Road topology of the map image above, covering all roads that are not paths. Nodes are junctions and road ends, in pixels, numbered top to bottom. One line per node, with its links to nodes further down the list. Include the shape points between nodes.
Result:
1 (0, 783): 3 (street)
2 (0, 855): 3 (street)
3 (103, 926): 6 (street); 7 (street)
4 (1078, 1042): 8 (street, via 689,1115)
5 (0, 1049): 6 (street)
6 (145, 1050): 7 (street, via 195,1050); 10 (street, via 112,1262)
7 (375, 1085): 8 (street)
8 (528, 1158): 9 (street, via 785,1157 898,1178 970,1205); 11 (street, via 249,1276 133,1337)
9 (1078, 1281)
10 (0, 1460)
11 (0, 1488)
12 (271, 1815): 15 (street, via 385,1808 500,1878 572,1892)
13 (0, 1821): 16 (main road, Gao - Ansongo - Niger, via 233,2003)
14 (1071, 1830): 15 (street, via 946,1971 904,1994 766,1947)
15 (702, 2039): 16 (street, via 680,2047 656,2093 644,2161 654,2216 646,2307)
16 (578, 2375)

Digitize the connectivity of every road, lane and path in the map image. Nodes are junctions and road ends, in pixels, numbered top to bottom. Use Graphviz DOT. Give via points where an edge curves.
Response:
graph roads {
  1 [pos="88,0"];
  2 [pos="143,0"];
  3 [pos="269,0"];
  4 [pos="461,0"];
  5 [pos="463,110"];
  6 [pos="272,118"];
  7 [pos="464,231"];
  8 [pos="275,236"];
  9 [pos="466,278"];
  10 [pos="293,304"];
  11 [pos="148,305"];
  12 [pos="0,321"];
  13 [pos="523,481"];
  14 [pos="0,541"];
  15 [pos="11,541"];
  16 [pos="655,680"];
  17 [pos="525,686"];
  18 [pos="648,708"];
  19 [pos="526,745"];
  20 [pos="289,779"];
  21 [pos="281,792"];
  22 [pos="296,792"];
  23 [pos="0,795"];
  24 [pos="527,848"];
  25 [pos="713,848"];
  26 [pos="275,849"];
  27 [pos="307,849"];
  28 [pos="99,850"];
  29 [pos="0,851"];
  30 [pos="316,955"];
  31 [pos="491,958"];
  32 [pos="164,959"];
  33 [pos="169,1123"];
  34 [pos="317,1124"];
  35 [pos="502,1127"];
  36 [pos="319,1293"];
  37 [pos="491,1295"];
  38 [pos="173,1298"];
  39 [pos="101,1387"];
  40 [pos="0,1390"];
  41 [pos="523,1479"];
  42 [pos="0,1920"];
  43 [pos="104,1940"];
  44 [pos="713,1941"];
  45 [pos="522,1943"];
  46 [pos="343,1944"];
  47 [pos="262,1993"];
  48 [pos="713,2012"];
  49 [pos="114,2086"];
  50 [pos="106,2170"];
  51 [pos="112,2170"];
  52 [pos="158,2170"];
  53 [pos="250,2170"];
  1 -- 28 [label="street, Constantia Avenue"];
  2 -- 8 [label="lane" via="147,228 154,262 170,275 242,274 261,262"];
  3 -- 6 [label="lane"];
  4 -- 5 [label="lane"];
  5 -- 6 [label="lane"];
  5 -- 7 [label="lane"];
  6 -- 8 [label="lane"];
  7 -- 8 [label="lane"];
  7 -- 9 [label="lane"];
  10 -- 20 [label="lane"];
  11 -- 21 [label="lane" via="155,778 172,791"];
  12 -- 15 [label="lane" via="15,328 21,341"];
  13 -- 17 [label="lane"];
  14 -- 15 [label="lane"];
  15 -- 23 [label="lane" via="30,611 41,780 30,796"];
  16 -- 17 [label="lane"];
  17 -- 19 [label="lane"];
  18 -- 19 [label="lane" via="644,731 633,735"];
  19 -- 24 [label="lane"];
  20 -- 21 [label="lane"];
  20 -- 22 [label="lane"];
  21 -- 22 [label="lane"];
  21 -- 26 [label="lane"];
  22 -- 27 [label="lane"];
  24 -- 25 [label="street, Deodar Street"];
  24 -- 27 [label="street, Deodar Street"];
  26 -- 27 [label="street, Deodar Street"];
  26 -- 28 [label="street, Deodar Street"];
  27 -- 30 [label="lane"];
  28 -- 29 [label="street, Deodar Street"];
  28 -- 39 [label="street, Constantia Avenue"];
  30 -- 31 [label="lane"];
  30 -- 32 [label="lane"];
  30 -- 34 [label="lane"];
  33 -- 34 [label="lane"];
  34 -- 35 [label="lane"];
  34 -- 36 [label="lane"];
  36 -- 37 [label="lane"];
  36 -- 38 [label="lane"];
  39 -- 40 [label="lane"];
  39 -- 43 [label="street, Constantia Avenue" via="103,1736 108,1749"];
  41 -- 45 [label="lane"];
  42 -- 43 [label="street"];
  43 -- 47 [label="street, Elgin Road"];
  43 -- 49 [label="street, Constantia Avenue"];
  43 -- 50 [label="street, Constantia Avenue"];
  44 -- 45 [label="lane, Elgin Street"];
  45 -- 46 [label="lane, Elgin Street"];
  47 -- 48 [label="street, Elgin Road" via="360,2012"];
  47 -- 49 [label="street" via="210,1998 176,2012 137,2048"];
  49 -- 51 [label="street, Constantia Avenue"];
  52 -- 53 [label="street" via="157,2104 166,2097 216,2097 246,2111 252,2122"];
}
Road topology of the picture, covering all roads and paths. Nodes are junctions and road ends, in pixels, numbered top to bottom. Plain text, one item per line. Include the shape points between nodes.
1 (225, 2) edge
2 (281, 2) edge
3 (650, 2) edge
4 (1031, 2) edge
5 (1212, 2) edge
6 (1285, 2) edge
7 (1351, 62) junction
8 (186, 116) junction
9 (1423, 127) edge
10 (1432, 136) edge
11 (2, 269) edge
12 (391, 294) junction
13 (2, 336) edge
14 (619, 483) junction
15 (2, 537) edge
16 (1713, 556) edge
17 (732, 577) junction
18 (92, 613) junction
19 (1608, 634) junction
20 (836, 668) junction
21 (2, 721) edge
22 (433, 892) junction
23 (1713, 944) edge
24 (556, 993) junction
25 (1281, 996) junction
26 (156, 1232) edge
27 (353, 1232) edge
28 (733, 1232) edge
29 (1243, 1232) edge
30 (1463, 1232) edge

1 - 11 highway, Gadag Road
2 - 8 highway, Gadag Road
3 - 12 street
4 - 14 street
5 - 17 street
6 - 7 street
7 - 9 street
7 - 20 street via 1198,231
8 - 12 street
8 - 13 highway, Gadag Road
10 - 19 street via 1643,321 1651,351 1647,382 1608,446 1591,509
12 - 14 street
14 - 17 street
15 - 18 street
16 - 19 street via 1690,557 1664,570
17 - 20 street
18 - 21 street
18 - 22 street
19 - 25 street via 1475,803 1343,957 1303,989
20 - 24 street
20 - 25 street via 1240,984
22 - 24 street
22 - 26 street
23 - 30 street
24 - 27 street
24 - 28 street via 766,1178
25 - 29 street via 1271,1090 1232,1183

_____

Write out each entry again, leaving every word as it is.

## [Answer for the task]
Road topology of the map image above, covering all roads that are not paths. Nodes are junctions and road ends, in pixels, numbered top to bottom. One line per node, with its links to nodes further down the list. Include the shape points between nodes.
Result:
1 (0, 783): 3 (street)
2 (0, 855): 3 (street)
3 (103, 926): 6 (street); 7 (street)
4 (1078, 1042): 8 (street, via 689,1115)
5 (0, 1049): 6 (street)
6 (145, 1050): 7 (street, via 195,1050); 10 (street, via 112,1262)
7 (375, 1085): 8 (street)
8 (528, 1158): 9 (street, via 785,1157 898,1178 970,1205); 11 (street, via 249,1276 133,1337)
9 (1078, 1281)
10 (0, 1460)
11 (0, 1488)
12 (271, 1815): 15 (street, via 385,1808 500,1878 572,1892)
13 (0, 1821): 16 (main road, Gao - Ansongo - Niger, via 233,2003)
14 (1071, 1830): 15 (street, via 946,1971 904,1994 766,1947)
15 (702, 2039): 16 (street, via 680,2047 656,2093 644,2161 654,2216 646,2307)
16 (578, 2375)

Digitize the connectivity of every road, lane and path in the map image. Nodes are junctions and road ends, in pixels, numbered top to bottom. Use Graphviz DOT. Give via points where an edge curves.
Response:
graph roads {
  1 [pos="88,0"];
  2 [pos="143,0"];
  3 [pos="269,0"];
  4 [pos="461,0"];
  5 [pos="463,110"];
  6 [pos="272,118"];
  7 [pos="464,231"];
  8 [pos="275,236"];
  9 [pos="466,278"];
  10 [pos="293,304"];
  11 [pos="148,305"];
  12 [pos="0,321"];
  13 [pos="523,481"];
  14 [pos="0,541"];
  15 [pos="11,541"];
  16 [pos="655,680"];
  17 [pos="525,686"];
  18 [pos="648,708"];
  19 [pos="526,745"];
  20 [pos="289,779"];
  21 [pos="281,792"];
  22 [pos="296,792"];
  23 [pos="0,795"];
  24 [pos="527,848"];
  25 [pos="713,848"];
  26 [pos="275,849"];
  27 [pos="307,849"];
  28 [pos="99,850"];
  29 [pos="0,851"];
  30 [pos="316,955"];
  31 [pos="491,958"];
  32 [pos="164,959"];
  33 [pos="169,1123"];
  34 [pos="317,1124"];
  35 [pos="502,1127"];
  36 [pos="319,1293"];
  37 [pos="491,1295"];
  38 [pos="173,1298"];
  39 [pos="101,1387"];
  40 [pos="0,1390"];
  41 [pos="523,1479"];
  42 [pos="0,1920"];
  43 [pos="104,1940"];
  44 [pos="713,1941"];
  45 [pos="522,1943"];
  46 [pos="343,1944"];
  47 [pos="262,1993"];
  48 [pos="713,2012"];
  49 [pos="114,2086"];
  50 [pos="106,2170"];
  51 [pos="112,2170"];
  52 [pos="158,2170"];
  53 [pos="250,2170"];
  1 -- 28 [label="street, Constantia Avenue"];
  2 -- 8 [label="lane" via="147,228 154,262 170,275 242,274 261,262"];
  3 -- 6 [label="lane"];
  4 -- 5 [label="lane"];
  5 -- 6 [label="lane"];
  5 -- 7 [label="lane"];
  6 -- 8 [label="lane"];
  7 -- 8 [label="lane"];
  7 -- 9 [label="lane"];
  10 -- 20 [label="lane"];
  11 -- 21 [label="lane" via="155,778 172,791"];
  12 -- 15 [label="lane" via="15,328 21,341"];
  13 -- 17 [label="lane"];
  14 -- 15 [label="lane"];
  15 -- 23 [label="lane" via="30,611 41,780 30,796"];
  16 -- 17 [label="lane"];
  17 -- 19 [label="lane"];
  18 -- 19 [label="lane" via="644,731 633,735"];
  19 -- 24 [label="lane"];
  20 -- 21 [label="lane"];
  20 -- 22 [label="lane"];
  21 -- 22 [label="lane"];
  21 -- 26 [label="lane"];
  22 -- 27 [label="lane"];
  24 -- 25 [label="street, Deodar Street"];
  24 -- 27 [label="street, Deodar Street"];
  26 -- 27 [label="street, Deodar Street"];
  26 -- 28 [label="street, Deodar Street"];
  27 -- 30 [label="lane"];
  28 -- 29 [label="street, Deodar Street"];
  28 -- 39 [label="street, Constantia Avenue"];
  30 -- 31 [label="lane"];
  30 -- 32 [label="lane"];
  30 -- 34 [label="lane"];
  33 -- 34 [label="lane"];
  34 -- 35 [label="lane"];
  34 -- 36 [label="lane"];
  36 -- 37 [label="lane"];
  36 -- 38 [label="lane"];
  39 -- 40 [label="lane"];
  39 -- 43 [label="street, Constantia Avenue" via="103,1736 108,1749"];
  41 -- 45 [label="lane"];
  42 -- 43 [label="street"];
  43 -- 47 [label="street, Elgin Road"];
  43 -- 49 [label="street, Constantia Avenue"];
  43 -- 50 [label="street, Constantia Avenue"];
  44 -- 45 [label="lane, Elgin Street"];
  45 -- 46 [label="lane, Elgin Street"];
  47 -- 48 [label="street, Elgin Road" via="360,2012"];
  47 -- 49 [label="street" via="210,1998 176,2012 137,2048"];
  49 -- 51 [label="street, Constantia Avenue"];
  52 -- 53 [label="street" via="157,2104 166,2097 216,2097 246,2111 252,2122"];
}
Road topology of the picture, covering all roads and paths. Nodes are junctions and road ends, in pixels, numbered top to bottom. Plain text, one item per line. Include the shape points between nodes.
1 (225, 2) edge
2 (281, 2) edge
3 (650, 2) edge
4 (1031, 2) edge
5 (1212, 2) edge
6 (1285, 2) edge
7 (1351, 62) junction
8 (186, 116) junction
9 (1423, 127) edge
10 (1432, 136) edge
11 (2, 269) edge
12 (391, 294) junction
13 (2, 336) edge
14 (619, 483) junction
15 (2, 537) edge
16 (1713, 556) edge
17 (732, 577) junction
18 (92, 613) junction
19 (1608, 634) junction
20 (836, 668) junction
21 (2, 721) edge
22 (433, 892) junction
23 (1713, 944) edge
24 (556, 993) junction
25 (1281, 996) junction
26 (156, 1232) edge
27 (353, 1232) edge
28 (733, 1232) edge
29 (1243, 1232) edge
30 (1463, 1232) edge

1 - 11 highway, Gadag Road
2 - 8 highway, Gadag Road
3 - 12 street
4 - 14 street
5 - 17 street
6 - 7 street
7 - 9 street
7 - 20 street via 1198,231
8 - 12 street
8 - 13 highway, Gadag Road
10 - 19 street via 1643,321 1651,351 1647,382 1608,446 1591,509
12 - 14 street
14 - 17 street
15 - 18 street
16 - 19 street via 1690,557 1664,570
17 - 20 street
18 - 21 street
18 - 22 street
19 - 25 street via 1475,803 1343,957 1303,989
20 - 24 street
20 - 25 street via 1240,984
22 - 24 street
22 - 26 street
23 - 30 street
24 - 27 street
24 - 28 street via 766,1178
25 - 29 street via 1271,1090 1232,1183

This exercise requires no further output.